_WHAT THE EXERCISE ASKS_.
Go through the material below, find each line with the word "bottom", and copy those lines.

_DATA EXCERPTS_.
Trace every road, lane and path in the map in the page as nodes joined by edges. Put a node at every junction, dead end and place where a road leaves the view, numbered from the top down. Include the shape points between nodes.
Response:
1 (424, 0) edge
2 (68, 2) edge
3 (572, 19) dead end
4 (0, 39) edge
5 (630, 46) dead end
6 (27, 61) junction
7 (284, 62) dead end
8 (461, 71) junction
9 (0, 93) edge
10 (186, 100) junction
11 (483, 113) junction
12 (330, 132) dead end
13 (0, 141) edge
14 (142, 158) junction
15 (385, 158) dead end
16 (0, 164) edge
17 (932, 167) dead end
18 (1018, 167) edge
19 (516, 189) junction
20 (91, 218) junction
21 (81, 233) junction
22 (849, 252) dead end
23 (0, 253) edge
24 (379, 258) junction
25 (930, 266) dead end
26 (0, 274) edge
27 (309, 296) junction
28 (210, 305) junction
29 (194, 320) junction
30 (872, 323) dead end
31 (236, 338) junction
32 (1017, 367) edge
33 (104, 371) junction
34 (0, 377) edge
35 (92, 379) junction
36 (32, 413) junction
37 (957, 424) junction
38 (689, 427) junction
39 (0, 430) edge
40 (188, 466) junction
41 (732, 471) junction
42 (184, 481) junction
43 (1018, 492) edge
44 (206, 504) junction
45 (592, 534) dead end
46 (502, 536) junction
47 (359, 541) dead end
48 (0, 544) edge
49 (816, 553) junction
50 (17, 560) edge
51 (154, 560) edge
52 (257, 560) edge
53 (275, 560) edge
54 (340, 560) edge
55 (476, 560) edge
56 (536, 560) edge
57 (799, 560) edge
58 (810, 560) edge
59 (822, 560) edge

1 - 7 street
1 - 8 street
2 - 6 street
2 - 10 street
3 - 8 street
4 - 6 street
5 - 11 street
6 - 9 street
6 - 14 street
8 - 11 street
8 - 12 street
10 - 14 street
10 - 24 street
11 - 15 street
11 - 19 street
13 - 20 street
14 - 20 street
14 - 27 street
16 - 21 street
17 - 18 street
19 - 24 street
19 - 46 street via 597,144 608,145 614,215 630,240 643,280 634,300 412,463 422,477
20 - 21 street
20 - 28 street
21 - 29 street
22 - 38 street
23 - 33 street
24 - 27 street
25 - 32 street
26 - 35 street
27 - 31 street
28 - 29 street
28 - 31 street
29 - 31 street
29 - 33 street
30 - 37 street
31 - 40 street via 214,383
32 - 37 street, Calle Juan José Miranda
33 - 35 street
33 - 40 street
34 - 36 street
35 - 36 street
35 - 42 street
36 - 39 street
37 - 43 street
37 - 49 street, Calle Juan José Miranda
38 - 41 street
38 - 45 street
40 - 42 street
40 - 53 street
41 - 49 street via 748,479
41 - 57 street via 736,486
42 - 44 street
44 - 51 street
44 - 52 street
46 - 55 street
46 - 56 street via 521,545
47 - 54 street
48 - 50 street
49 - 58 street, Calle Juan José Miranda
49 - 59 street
--
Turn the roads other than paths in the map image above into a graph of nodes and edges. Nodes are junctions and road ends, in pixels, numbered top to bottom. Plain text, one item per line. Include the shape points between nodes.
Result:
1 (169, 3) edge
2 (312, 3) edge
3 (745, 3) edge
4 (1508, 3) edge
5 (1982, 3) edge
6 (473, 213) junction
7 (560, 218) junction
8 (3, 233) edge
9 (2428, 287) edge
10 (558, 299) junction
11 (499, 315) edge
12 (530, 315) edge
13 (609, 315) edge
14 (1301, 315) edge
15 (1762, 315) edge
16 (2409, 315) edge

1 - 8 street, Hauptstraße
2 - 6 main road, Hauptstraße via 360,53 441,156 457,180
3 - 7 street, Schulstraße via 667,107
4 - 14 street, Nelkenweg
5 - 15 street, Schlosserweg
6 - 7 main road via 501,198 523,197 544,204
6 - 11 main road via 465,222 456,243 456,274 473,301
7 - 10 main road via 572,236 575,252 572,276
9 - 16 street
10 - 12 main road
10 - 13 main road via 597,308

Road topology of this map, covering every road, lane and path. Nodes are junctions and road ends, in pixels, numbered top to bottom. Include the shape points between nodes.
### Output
* * *
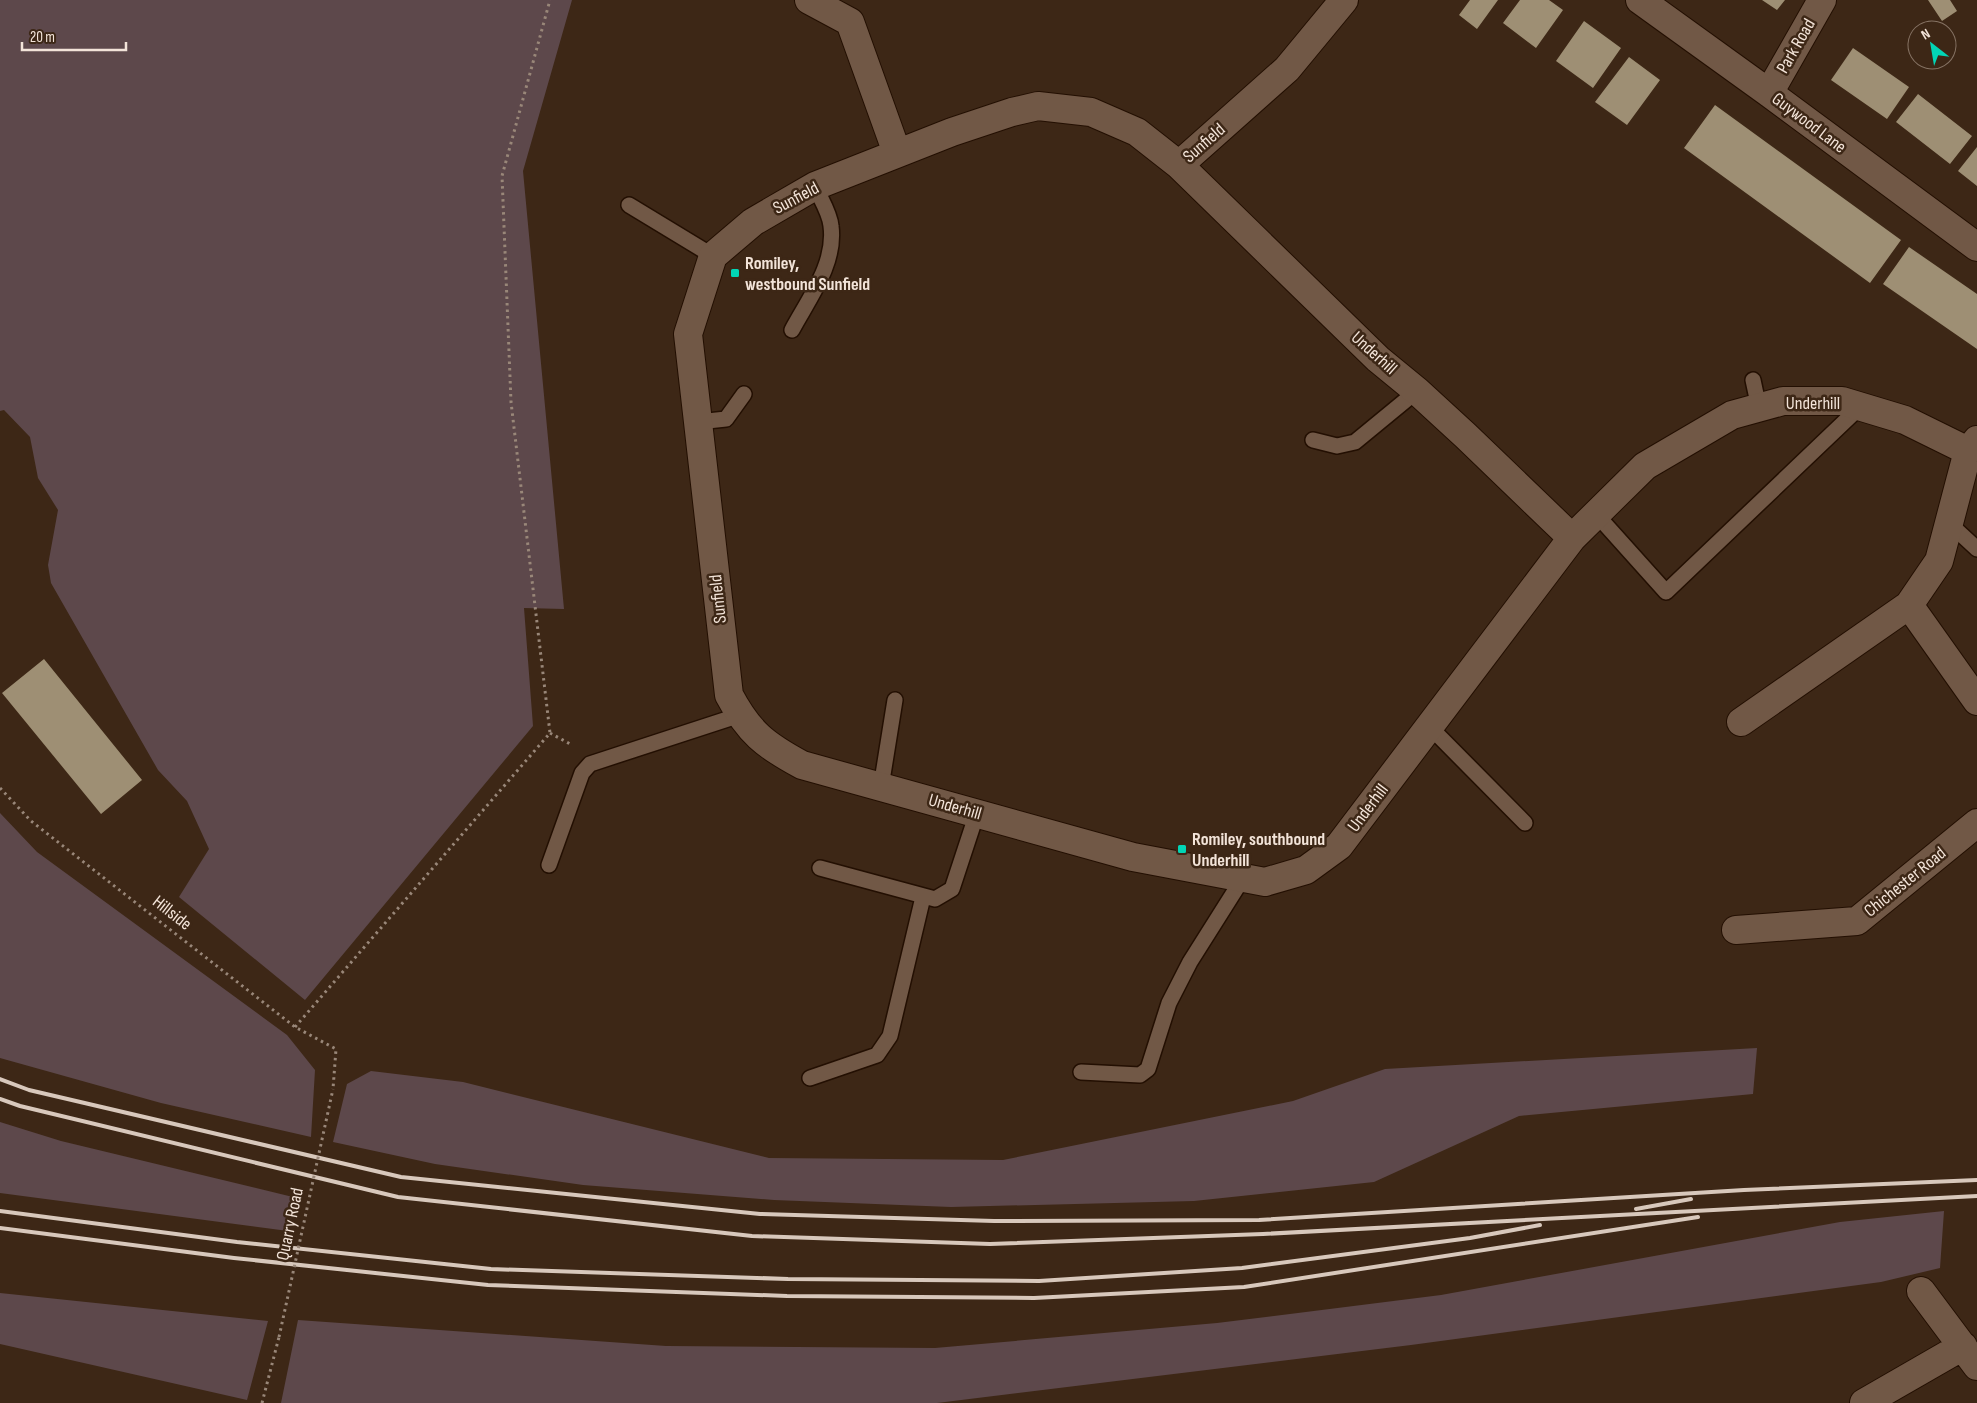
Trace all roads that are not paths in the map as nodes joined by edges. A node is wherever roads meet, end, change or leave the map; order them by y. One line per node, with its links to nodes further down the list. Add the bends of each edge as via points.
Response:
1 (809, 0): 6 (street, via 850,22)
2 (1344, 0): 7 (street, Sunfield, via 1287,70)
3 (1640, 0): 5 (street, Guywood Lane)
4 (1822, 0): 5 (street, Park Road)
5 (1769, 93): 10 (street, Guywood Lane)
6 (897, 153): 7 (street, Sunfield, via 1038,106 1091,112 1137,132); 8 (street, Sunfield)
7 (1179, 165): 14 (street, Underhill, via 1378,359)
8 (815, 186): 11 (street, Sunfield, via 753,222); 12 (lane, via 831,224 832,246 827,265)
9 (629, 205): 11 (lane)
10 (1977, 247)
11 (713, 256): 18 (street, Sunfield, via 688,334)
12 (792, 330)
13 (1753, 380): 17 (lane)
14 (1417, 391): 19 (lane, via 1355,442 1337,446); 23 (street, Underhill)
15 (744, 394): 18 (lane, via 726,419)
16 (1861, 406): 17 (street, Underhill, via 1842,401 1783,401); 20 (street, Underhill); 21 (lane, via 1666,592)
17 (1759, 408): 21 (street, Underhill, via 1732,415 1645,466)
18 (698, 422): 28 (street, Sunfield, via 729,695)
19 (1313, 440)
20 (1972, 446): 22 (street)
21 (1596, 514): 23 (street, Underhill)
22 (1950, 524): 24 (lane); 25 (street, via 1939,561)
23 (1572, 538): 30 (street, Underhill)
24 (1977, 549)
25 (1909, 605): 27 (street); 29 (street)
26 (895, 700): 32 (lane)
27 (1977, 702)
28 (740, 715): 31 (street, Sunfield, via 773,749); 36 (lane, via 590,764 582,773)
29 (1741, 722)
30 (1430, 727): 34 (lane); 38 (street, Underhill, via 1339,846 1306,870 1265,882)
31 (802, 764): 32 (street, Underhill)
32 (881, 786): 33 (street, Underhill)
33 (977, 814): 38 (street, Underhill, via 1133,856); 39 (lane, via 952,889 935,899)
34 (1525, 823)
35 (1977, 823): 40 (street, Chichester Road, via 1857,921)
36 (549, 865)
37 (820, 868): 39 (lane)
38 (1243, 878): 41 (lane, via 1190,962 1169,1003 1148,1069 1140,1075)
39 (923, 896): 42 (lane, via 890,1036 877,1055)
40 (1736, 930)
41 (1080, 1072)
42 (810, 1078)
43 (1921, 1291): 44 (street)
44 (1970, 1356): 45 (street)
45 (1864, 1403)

_EXPECTED ANSWER_.
Turn the roads other than paths in the map image above into a graph of nodes and edges. Nodes are junctions and road ends, in pixels, numbered top to bottom. Plain text, one item per line. Include the shape points between nodes.
Road topology of this map, covering every road, lane and path. Nodes are junctions and road ends, in pixels, numbered top to bottom. Include the shape points between nodes.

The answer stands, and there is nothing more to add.